Türkiye’de 45 milyon 732 kişinin SSK’lı çalışıyor. Toplam 8 milyon 598 bin aktif çalışanın prim ödediği SSK’dan 4 milyon 493 bin kişi emekli maaşı alıyor. Bağımlı kişi sayısı da 32 milyon 639 bin, sosyal güvenlik kurumlarına kayıtlı olanların yüzde 63.7’si SSK’lı.

BAĞKUR’UN ORANI YÜZDE 22.7

Bağ-Kur’a 3 milyon 375 bin kişi prim ödüyor. Emekli sayısı da 1 milyon 734 bin kişi. Bağımlı kişilerle birilikte Bağ-Kur’un kapsadığı nüfus 16 milyon 365 bin kişi ve bu kapsamdakilerin oranı yüzde 22.7.

Toplam, 2 milyon 413 bin memurun kayıtlı bulunduğu Emekli Sandığı’nda, 1 milyon 6006 bin emekli, 5 milyon 363 bin de bağımlı kişi bulunuyor. Bu kuruluşun kapsamındaki nüfus da 9 milyon 382 bin kişi. Emekli sandığı sosyal güvenlik kurumlarına kayıtlı olanların yüzde 13.07’sini barındırıyor. Türkiye’de özel sandıkların kapsadığı nüfus ise 310 bin kişi.

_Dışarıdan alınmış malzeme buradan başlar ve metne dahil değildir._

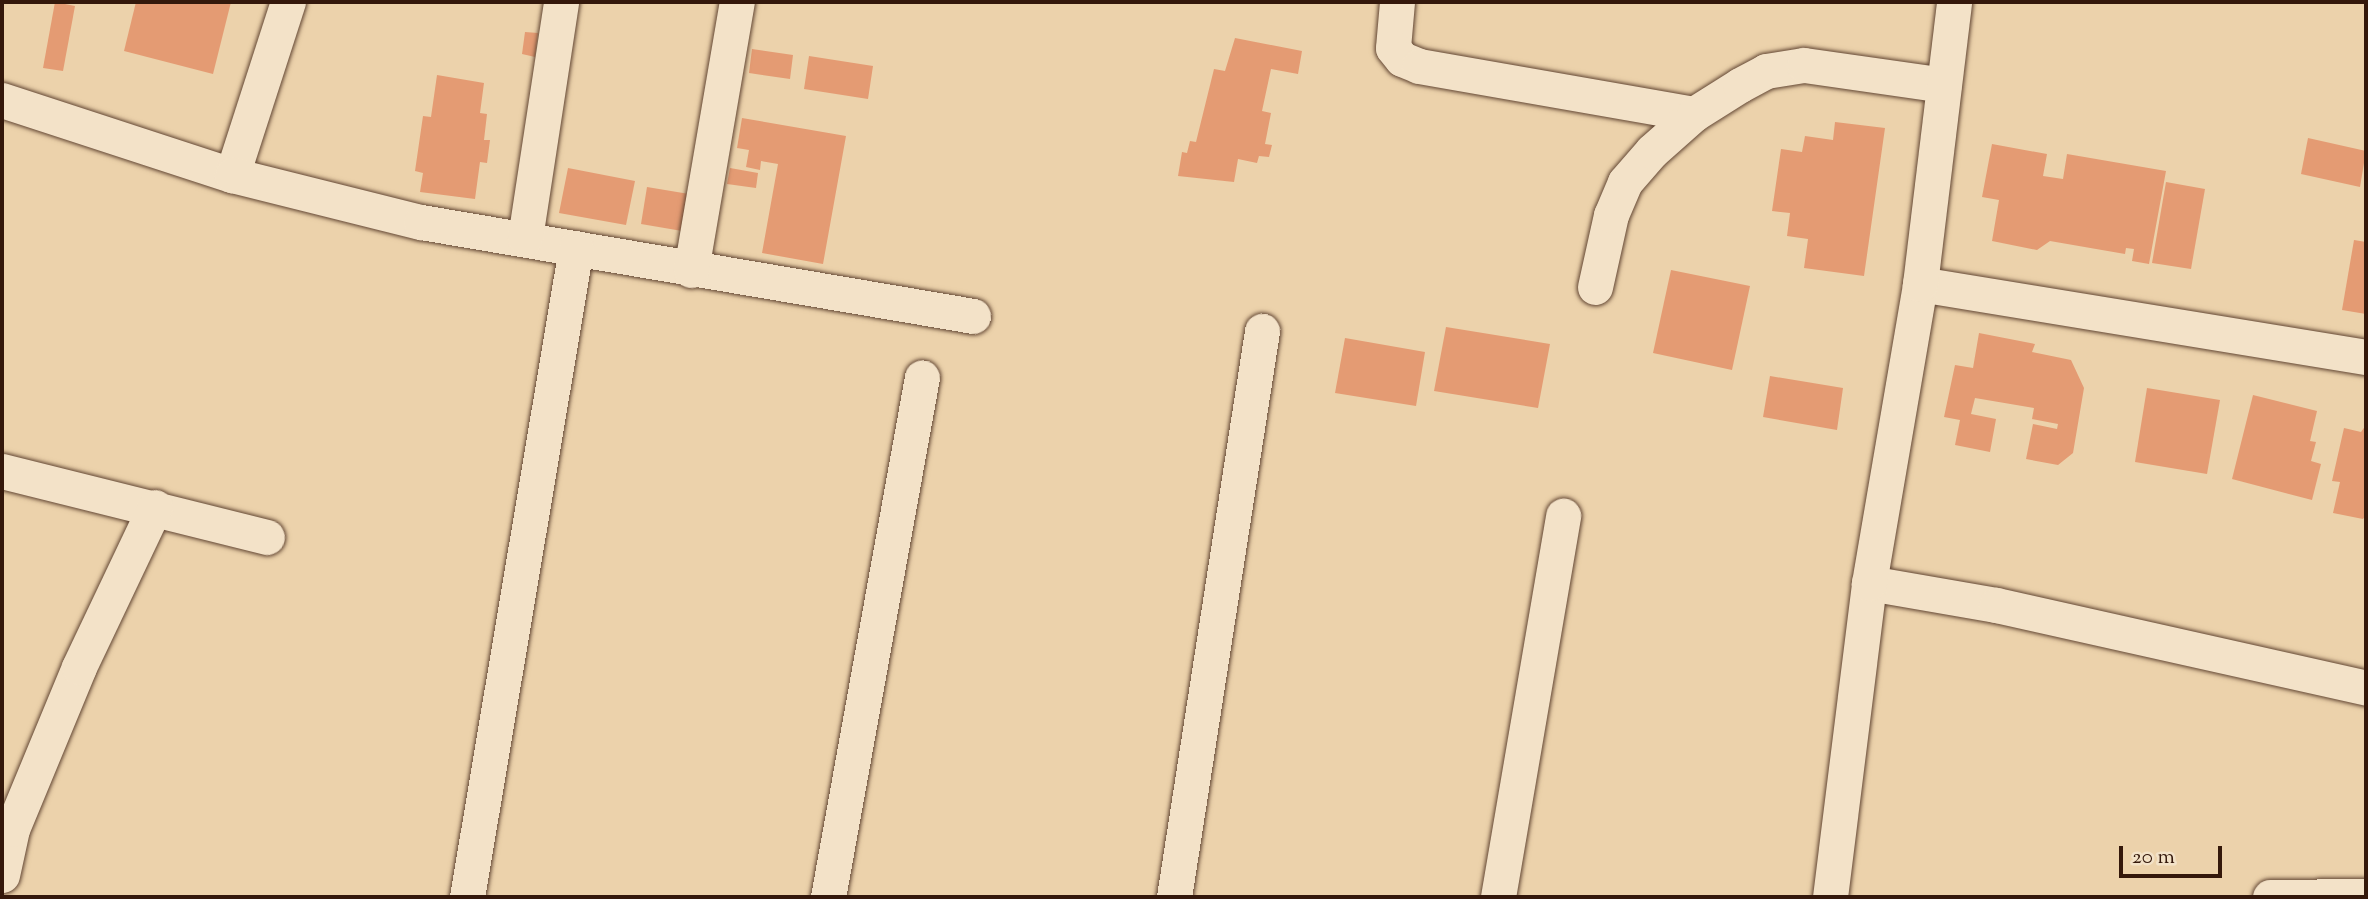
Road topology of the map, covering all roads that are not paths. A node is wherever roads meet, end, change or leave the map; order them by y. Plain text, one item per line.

YEŞİL KARTLI SAYISI 11.5 MİLYON

Sağlık Bakanlığı istatistiklerine göre, 81 ilde toplam 11 milyon 497 bin kişi yeşil kartla sağlık hizmetlerinden yararlanıyor. SSK, Bağ-Kur ve Emekli Sandığı kapsamında sağlık hizmetlerinden yararlananların sayısı da 71.7 milyon. Son 10 yılda, her üç kurumun açığı 80 milyar dolar (99.4 milyar YTL) oldu.

YATIRIMLAR AZALDI

Sosyal güvenlik açıklarını finanse edebilmek için bütçeden 80 milyar dolarlık kaynak aktarmak zorunda kalan hükümetler, bu “kara delik” yüzünden yatırımlardan vazgeçmek zorunda kaldı. Kamunun yatırım stokundaki proje sayısı her yıl biraz daha azalarak geçen yıl 2 bin 525’e kadar düştü. Türkiye’nin şu anda bulunan yatırımlarının toplam proje tutarı 142.5 milyar dolar düzeyinde. Yatırımlar için son 10 yılda bütçeden 47 milyar dolarlık kaynak ayrıldı. Bugüne kadar harcanan tutar ise 61.5 milyar dolar olarak gerçekleşti.

ÖLENİN MAAŞINI ALIYORLAR

Tahsil edilemeyen primler, aflar, kamu kurumlarının ödemediği prim borçları, erken emeklilik ve haksız yere sisteme dahil olarak emekli maaşı alanlar ve sağlık sisteminden yararlananlardan dolayı sosyal güvenlik sistemi iflasın eşiğine geldi. Sosyal güvenlik şemsiyesi altına girmek isteyen vatandaşlar akıl almaz cinliklere başvurdu. Emekli Sandığı’ndan 12 bin kişinin maaşının öldükleri halde başkaları tarafından çekildiği tespit edildi. Yine Emekli Sandığı’nda 10 bini aşkın kişinin de evli olduğu halde anne ve babasından dul ve yetim aylığı almaya devam ettiği belirlendi. SSK ve Bağ-Kur’da da aynı durumun yaşandığı kaydediliyor.

BOŞANMA RAKAMLARI ARTTI

Boşanma rakamlarındaki artış da haksız yere gelir elde etmek için en sık başvurulan yöntemlerden birinin boşanma olduğunu ortaya koyuyor. 1990 yılında 25 bin 712 olan boşanma sayısı, yıllık ortalama yüzde 5 artışla ilerlerken, 2000 yılında 34 bin 862 olan boşanma oranı ertesi yıl yüzde 163 artışla 91 bin 994’e yükseldi. 2005 yılında Türkiye’de boşanma sayısı 95 bin 894 oldu.

“ŞEYTANIN AKLINA GELMEZ”

Sosyal güvenlik şemsiyesi altına girmek için “şeytanın aklına gelmez” denen türden cinlikler üreten vatandaşların başvurduğu yöntemlerde şöyle sıralandı:

-Baba ya da annesinin emekli maaşını alabilmek için eşinden anlaşmalı boşananlar.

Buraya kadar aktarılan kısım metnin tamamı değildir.